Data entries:
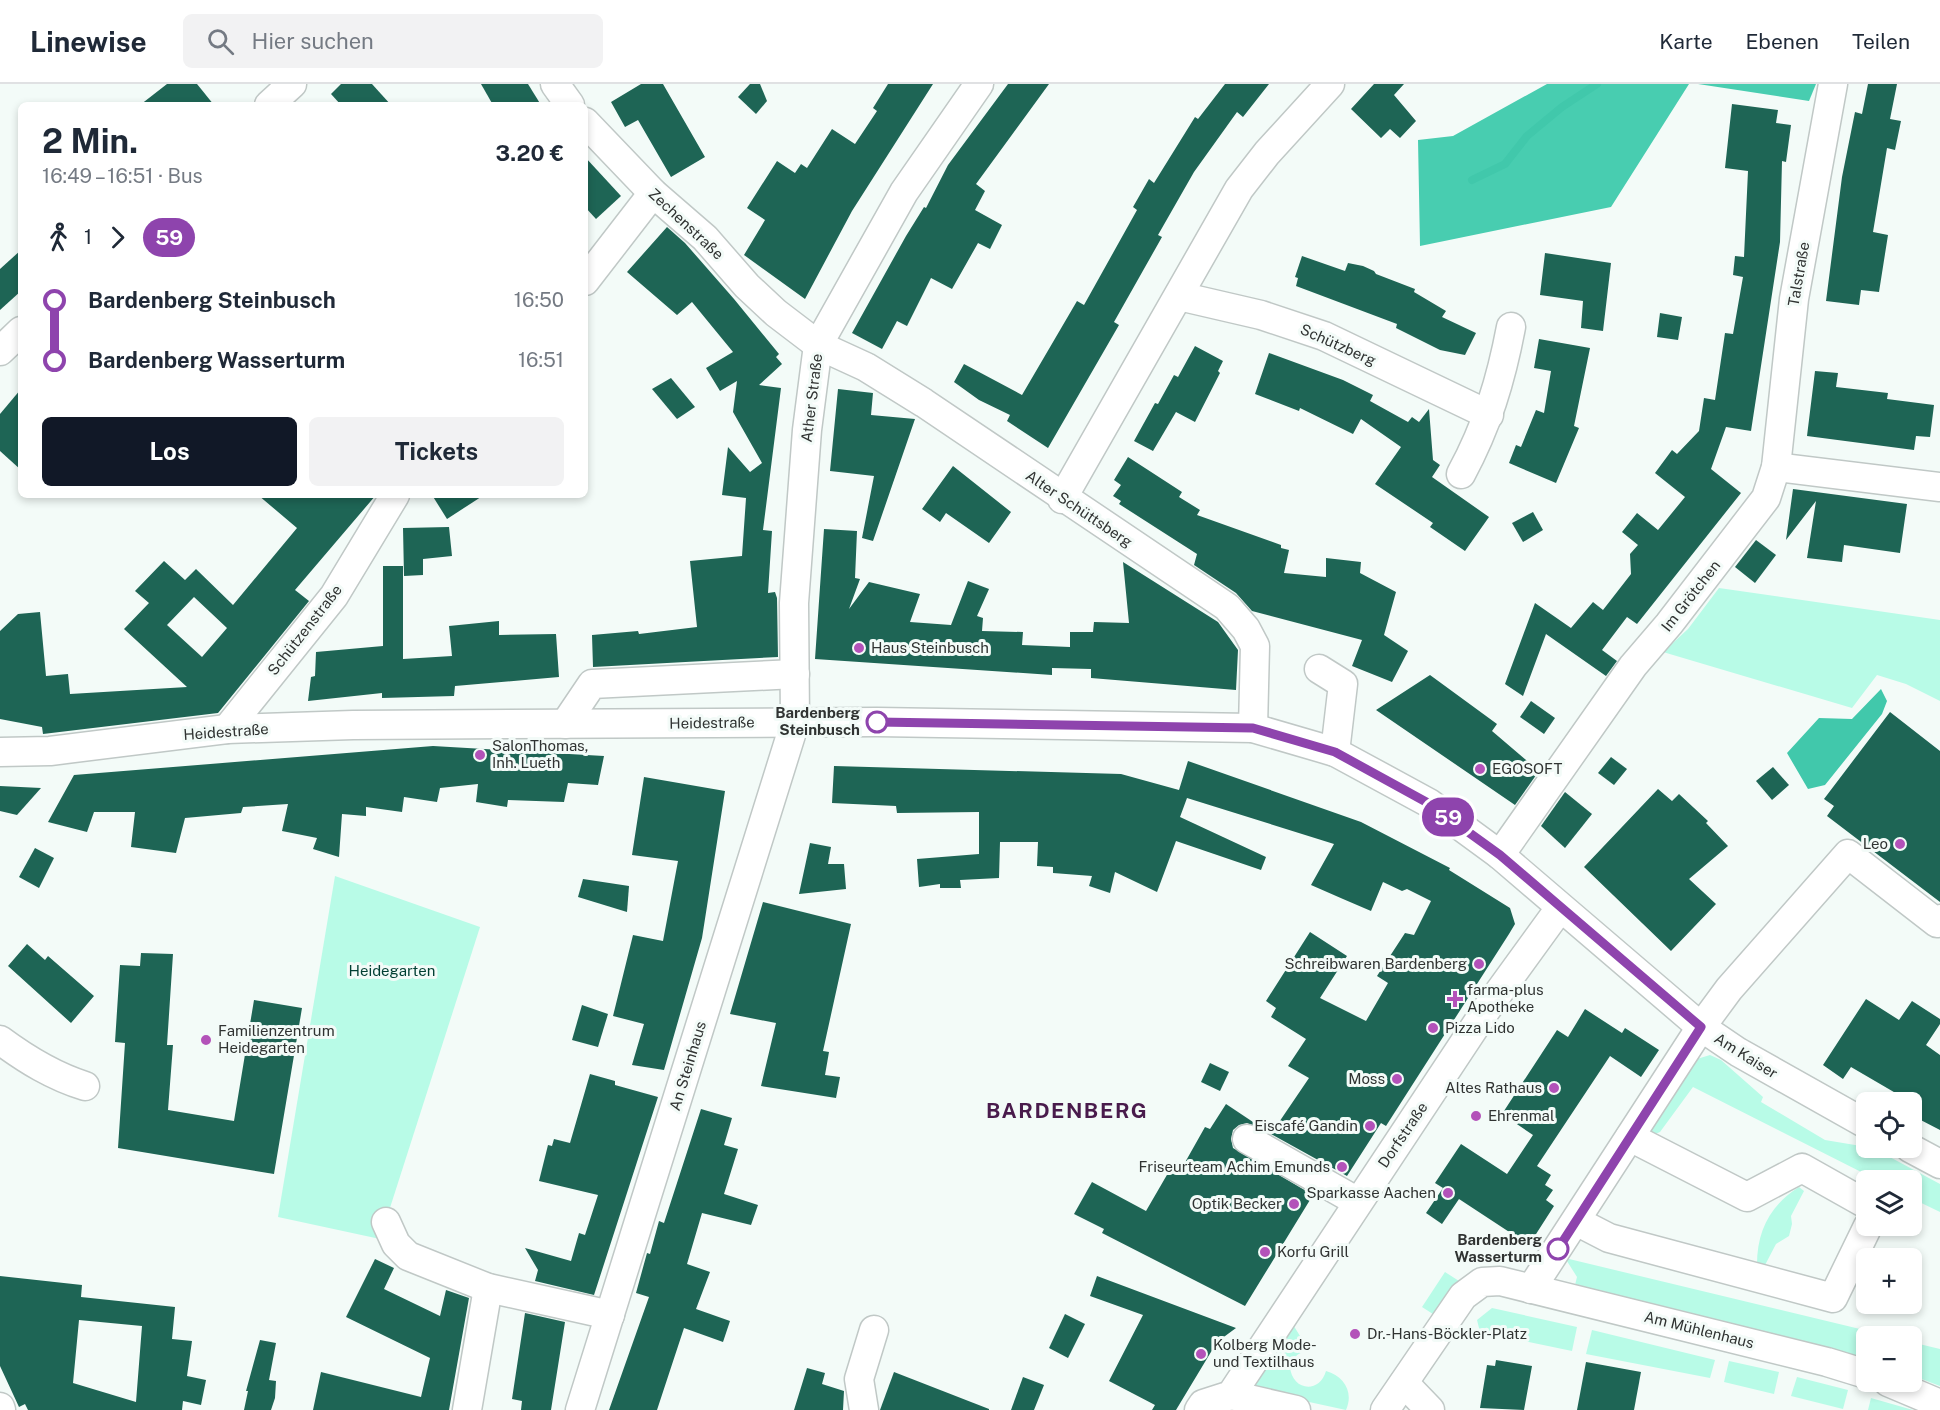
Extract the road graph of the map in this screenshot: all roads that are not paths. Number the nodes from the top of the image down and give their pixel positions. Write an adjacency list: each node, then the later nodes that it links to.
1 (292, 84): 6 (street)
2 (555, 84): 7 (street)
3 (979, 84): 14 (street, Ather Straße)
4 (1330, 84): 11 (street)
5 (1833, 84): 17 (street, Talstraße)
6 (272, 102)
7 (568, 102)
8 (588, 125): 9 (street, Zechenstraße)
9 (653, 193): 10 (street); 14 (street, Zechenstraße)
10 (588, 277)
11 (1179, 296): 16 (street, Schützberg); 21 (street)
12 (1510, 327): 16 (street)
13 (18, 334): 15 (street)
14 (818, 345): 21 (street, Alter Schüttsberg); 23 (street, Ather Straße)
15 (0, 351)
16 (1489, 415): 18 (street)
17 (1776, 467): 19 (street); 30 (street, Im Grötchen)
18 (1461, 474)
19 (1940, 487)
20 (393, 498): 27 (street, Schützenstraße)
21 (1062, 499): 26 (street, Alter Schüttsberg)
22 (1319, 669): 29 (street)
23 (795, 674): 24 (street, Ather Straße); 25 (street)
24 (795, 722): 25 (street, Heidestraße); 26 (street, Heidestraße); 48 (street, An Steinhaus)
25 (566, 724): 27 (street, Heidestraße)
26 (1253, 728): 29 (street, Heidestraße)
27 (227, 729): 28 (street, Heidestraße)
28 (0, 752)
29 (1335, 752): 30 (street, Heidestraße)
30 (1500, 855): 31 (street, Am Kaiser)
31 (1560, 908): 33 (street, Am Kaiser); 42 (street, Dorfstraße)
32 (1940, 919): 33 (street)
33 (1701, 1027): 36 (street, Am Kaiser); 37 (street)
34 (0, 1040): 35 (street)
35 (85, 1086)
36 (1856, 1118)
37 (1630, 1137): 41 (street); 43 (street)
38 (1247, 1139): 42 (street)
39 (1922, 1154): 40 (street)
40 (1940, 1164)
41 (1856, 1198)
42 (1359, 1202): 53 (street, Dorfstraße)
43 (1576, 1221): 45 (street); 47 (street)
44 (386, 1222): 46 (street)
45 (1863, 1236)
46 (488, 1288): 48 (street); 55 (street)
47 (1531, 1289): 50 (street, Am Mühlenhaus); 51 (street)
48 (610, 1315): 56 (street, An Steinhaus)
49 (874, 1330): 57 (street)
50 (1856, 1371)
51 (1404, 1383): 60 (street); 61 (street)
52 (1912, 1392): 54 (street)
53 (1231, 1395): 58 (street); 59 (street)
54 (1940, 1404)
55 (467, 1410)
56 (580, 1410)
57 (864, 1410)
58 (1199, 1410)
59 (1296, 1410)
60 (1385, 1410)
61 (1430, 1410)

### Work order
Scan the records above for the string "Steinhaus", then report every line that contains it.

### Result of this task
24 (795, 722): 25 (street, Heidestraße); 26 (street, Heidestraße); 48 (street, An Steinhaus)
48 (610, 1315): 56 (street, An Steinhaus)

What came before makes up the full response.